*** Data for the task ***

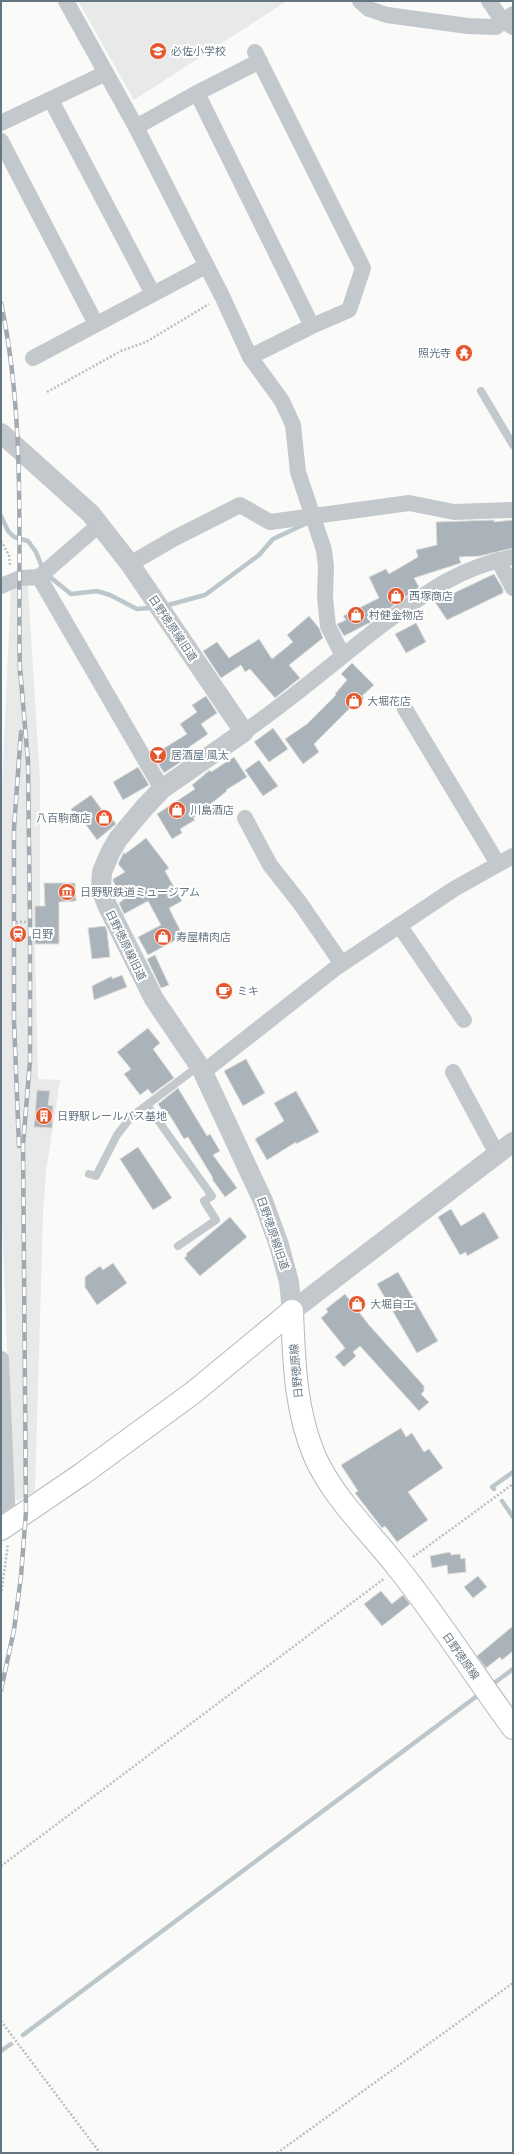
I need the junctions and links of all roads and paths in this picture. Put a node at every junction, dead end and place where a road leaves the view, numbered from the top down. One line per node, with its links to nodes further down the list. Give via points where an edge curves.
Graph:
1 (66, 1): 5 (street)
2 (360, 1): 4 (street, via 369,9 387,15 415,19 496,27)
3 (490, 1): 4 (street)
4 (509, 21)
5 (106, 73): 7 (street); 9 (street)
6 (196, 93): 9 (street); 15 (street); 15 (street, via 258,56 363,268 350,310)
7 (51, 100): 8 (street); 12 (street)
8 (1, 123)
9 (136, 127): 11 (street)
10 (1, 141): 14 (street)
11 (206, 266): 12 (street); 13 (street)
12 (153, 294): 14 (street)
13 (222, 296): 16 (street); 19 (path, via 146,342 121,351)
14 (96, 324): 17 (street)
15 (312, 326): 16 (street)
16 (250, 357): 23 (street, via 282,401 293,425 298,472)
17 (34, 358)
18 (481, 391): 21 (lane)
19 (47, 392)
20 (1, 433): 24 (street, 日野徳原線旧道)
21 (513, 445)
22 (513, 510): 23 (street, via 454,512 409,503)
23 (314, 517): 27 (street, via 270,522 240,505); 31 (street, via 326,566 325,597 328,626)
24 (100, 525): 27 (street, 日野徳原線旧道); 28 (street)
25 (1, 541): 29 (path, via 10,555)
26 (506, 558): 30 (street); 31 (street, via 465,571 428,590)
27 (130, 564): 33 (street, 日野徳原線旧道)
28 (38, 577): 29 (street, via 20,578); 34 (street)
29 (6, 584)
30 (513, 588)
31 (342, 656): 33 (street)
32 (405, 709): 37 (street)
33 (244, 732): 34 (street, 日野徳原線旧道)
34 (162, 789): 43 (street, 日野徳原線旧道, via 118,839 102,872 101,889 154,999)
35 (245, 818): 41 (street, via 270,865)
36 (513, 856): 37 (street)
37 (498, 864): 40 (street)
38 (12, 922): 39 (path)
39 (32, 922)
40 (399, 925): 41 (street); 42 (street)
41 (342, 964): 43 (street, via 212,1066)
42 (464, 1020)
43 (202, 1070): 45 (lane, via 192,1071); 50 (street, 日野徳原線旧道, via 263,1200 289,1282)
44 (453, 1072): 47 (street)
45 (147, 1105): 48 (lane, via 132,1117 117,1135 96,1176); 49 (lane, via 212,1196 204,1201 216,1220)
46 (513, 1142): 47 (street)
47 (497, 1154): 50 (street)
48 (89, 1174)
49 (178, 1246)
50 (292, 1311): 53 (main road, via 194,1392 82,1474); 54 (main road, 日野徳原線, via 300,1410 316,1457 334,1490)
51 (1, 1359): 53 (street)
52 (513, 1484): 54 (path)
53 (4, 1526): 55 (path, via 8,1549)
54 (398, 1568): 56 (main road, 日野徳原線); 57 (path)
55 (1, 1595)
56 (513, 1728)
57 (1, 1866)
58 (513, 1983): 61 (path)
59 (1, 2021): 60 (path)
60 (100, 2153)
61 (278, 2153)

*** End of Data for the task ***

Return the lines above that include the string "日野徳原線旧道".

Solution =>
20 (1, 433): 24 (street, 日野徳原線旧道)
24 (100, 525): 27 (street, 日野徳原線旧道); 28 (street)
27 (130, 564): 33 (street, 日野徳原線旧道)
33 (244, 732): 34 (street, 日野徳原線旧道)
34 (162, 789): 43 (street, 日野徳原線旧道, via 118,839 102,872 101,889 154,999)
43 (202, 1070): 45 (lane, via 192,1071); 50 (street, 日野徳原線旧道, via 263,1200 289,1282)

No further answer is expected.